Collected data entries
──────

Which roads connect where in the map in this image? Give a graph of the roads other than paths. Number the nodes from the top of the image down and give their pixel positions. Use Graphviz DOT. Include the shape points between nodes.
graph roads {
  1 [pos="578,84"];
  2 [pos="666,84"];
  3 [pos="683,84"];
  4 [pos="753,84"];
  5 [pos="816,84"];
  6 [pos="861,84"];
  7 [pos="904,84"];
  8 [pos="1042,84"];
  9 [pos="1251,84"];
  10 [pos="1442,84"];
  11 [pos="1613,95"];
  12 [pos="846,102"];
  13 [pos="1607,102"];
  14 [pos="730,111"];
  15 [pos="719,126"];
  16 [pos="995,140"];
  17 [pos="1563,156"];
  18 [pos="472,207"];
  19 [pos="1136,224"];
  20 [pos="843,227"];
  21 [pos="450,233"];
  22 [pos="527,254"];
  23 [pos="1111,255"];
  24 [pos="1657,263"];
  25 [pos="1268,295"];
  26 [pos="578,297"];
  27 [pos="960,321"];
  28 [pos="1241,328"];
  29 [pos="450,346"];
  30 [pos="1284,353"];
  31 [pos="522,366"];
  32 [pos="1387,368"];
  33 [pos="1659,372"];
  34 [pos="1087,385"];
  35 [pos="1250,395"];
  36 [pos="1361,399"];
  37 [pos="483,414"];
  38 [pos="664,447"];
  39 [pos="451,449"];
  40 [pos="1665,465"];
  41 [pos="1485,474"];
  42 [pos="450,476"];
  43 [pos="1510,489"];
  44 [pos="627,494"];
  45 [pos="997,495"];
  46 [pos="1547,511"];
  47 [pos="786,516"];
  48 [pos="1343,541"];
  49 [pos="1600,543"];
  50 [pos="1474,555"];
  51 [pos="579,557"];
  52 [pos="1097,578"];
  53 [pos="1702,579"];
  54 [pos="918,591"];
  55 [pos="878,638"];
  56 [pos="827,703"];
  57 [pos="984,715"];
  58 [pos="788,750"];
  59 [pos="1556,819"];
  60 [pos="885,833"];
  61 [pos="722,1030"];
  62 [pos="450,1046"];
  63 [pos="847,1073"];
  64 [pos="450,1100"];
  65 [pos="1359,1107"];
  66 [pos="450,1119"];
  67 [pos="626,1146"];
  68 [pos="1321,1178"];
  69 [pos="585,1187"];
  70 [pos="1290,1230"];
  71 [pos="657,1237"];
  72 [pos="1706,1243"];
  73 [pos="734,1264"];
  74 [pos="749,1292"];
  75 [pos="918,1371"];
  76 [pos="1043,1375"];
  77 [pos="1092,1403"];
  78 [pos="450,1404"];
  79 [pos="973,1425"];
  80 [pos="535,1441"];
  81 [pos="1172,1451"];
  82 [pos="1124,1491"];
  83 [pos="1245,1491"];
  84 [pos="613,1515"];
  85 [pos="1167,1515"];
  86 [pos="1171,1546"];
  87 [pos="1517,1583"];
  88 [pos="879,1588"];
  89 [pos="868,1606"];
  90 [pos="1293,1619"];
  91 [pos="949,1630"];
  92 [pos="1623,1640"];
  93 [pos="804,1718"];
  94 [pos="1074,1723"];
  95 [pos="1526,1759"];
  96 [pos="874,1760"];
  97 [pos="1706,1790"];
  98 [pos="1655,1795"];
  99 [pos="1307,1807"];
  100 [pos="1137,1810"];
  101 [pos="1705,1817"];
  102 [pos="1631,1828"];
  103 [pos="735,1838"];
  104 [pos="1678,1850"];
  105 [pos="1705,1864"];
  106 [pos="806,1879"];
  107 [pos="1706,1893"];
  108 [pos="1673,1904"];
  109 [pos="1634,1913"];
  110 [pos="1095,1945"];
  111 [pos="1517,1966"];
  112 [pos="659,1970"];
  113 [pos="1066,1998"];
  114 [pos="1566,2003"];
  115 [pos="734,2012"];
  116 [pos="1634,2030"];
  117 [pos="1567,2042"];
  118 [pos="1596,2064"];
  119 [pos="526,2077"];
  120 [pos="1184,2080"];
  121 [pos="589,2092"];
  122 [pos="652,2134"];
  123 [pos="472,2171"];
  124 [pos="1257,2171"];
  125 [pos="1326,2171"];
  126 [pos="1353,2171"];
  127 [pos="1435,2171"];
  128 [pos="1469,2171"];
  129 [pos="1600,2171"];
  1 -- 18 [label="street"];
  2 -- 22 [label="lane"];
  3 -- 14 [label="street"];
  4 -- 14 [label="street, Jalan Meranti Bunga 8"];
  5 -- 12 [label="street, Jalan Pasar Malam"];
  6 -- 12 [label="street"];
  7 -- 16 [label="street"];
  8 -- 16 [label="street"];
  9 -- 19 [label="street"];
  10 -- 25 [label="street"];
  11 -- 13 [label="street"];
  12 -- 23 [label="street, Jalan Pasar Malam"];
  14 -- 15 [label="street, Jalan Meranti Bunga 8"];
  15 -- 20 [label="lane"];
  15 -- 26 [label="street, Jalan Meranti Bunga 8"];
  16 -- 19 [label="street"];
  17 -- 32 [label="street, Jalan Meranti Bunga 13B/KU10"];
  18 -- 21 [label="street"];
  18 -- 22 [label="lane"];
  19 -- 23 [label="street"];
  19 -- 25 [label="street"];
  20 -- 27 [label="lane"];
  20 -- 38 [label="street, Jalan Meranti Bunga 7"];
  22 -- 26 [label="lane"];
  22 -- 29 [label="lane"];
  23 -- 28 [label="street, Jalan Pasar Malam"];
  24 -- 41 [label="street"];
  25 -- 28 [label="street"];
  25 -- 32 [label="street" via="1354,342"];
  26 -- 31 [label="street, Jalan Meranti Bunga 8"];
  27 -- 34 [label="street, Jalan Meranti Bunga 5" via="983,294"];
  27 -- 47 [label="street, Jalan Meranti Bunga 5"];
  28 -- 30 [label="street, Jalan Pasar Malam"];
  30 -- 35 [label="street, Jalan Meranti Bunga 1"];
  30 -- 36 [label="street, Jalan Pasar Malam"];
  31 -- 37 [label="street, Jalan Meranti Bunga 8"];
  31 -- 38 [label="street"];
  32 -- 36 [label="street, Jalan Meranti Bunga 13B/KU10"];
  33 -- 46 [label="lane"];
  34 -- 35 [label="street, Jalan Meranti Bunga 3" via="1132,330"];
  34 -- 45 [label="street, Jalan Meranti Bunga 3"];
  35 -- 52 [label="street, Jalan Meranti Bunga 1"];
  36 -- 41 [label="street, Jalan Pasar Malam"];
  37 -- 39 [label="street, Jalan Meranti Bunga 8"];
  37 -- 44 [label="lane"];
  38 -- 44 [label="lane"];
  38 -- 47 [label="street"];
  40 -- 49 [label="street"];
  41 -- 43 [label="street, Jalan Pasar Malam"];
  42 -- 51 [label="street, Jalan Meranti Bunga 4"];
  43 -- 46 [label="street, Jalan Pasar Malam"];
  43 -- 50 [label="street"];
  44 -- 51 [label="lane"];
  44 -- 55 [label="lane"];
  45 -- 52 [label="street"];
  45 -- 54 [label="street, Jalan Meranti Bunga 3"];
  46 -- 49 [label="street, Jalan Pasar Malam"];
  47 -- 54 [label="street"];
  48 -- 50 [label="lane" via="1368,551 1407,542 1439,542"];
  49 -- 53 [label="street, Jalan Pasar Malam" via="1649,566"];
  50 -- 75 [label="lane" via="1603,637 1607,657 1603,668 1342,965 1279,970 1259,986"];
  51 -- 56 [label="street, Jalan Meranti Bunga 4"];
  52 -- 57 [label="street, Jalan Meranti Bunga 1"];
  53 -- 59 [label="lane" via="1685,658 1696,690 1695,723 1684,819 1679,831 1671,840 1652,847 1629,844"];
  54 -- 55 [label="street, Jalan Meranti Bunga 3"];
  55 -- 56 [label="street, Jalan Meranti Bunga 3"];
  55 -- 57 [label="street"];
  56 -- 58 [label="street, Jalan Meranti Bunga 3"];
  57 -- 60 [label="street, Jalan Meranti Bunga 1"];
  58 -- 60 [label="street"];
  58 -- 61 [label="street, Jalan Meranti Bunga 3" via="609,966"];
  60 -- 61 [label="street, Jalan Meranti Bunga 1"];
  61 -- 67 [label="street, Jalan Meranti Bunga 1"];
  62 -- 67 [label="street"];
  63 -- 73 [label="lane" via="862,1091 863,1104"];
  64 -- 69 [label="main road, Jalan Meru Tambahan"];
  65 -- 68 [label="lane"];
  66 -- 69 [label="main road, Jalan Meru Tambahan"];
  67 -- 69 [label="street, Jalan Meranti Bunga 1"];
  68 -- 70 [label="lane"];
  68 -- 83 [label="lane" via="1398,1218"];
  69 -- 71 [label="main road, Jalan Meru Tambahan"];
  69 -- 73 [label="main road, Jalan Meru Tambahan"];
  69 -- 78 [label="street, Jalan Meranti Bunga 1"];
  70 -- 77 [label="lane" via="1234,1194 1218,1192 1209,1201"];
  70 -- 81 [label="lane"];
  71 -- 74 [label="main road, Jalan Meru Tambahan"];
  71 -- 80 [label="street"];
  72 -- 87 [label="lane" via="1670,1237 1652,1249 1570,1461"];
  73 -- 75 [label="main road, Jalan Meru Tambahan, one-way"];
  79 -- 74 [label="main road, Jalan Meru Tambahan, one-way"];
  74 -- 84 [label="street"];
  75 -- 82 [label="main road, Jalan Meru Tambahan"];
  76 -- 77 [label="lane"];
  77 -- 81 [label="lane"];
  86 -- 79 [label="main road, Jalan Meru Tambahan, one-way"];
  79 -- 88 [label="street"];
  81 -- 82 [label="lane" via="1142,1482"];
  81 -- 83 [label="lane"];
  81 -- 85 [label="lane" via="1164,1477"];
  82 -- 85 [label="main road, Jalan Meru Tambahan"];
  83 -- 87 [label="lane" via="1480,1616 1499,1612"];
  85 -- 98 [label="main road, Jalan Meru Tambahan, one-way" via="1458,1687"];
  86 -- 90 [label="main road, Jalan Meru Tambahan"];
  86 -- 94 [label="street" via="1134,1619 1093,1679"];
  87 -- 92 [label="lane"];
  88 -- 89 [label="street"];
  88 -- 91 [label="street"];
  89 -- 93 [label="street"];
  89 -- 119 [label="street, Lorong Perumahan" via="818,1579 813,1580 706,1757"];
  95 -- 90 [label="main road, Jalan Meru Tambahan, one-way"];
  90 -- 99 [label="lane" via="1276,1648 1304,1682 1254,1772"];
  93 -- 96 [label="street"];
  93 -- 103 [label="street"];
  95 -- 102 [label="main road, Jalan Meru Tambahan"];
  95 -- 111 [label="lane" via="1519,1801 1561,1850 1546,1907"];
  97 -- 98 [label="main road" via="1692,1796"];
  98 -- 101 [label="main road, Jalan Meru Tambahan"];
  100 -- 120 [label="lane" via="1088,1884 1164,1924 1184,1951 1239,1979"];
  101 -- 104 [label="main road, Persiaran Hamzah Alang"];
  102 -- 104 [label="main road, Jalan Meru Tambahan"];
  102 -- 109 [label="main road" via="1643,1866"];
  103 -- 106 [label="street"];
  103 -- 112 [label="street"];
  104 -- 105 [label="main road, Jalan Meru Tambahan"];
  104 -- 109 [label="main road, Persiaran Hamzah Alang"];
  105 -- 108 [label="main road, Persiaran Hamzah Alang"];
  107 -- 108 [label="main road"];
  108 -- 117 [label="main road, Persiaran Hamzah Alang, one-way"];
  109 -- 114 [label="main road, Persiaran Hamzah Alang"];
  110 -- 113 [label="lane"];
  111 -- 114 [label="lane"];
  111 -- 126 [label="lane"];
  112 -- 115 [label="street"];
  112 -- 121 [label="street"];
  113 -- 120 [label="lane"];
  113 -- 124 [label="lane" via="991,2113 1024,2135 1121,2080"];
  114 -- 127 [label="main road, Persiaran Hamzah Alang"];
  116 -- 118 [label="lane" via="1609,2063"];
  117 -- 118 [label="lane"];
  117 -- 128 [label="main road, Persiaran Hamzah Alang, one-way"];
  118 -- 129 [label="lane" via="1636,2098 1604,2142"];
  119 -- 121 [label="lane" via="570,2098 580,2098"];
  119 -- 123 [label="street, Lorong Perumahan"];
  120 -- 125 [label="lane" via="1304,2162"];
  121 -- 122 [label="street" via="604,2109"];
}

──────

— Exercise details —
Work through the records line by line, and once you reach the final line, report only how many held "Perumahan".

— Answer section —
2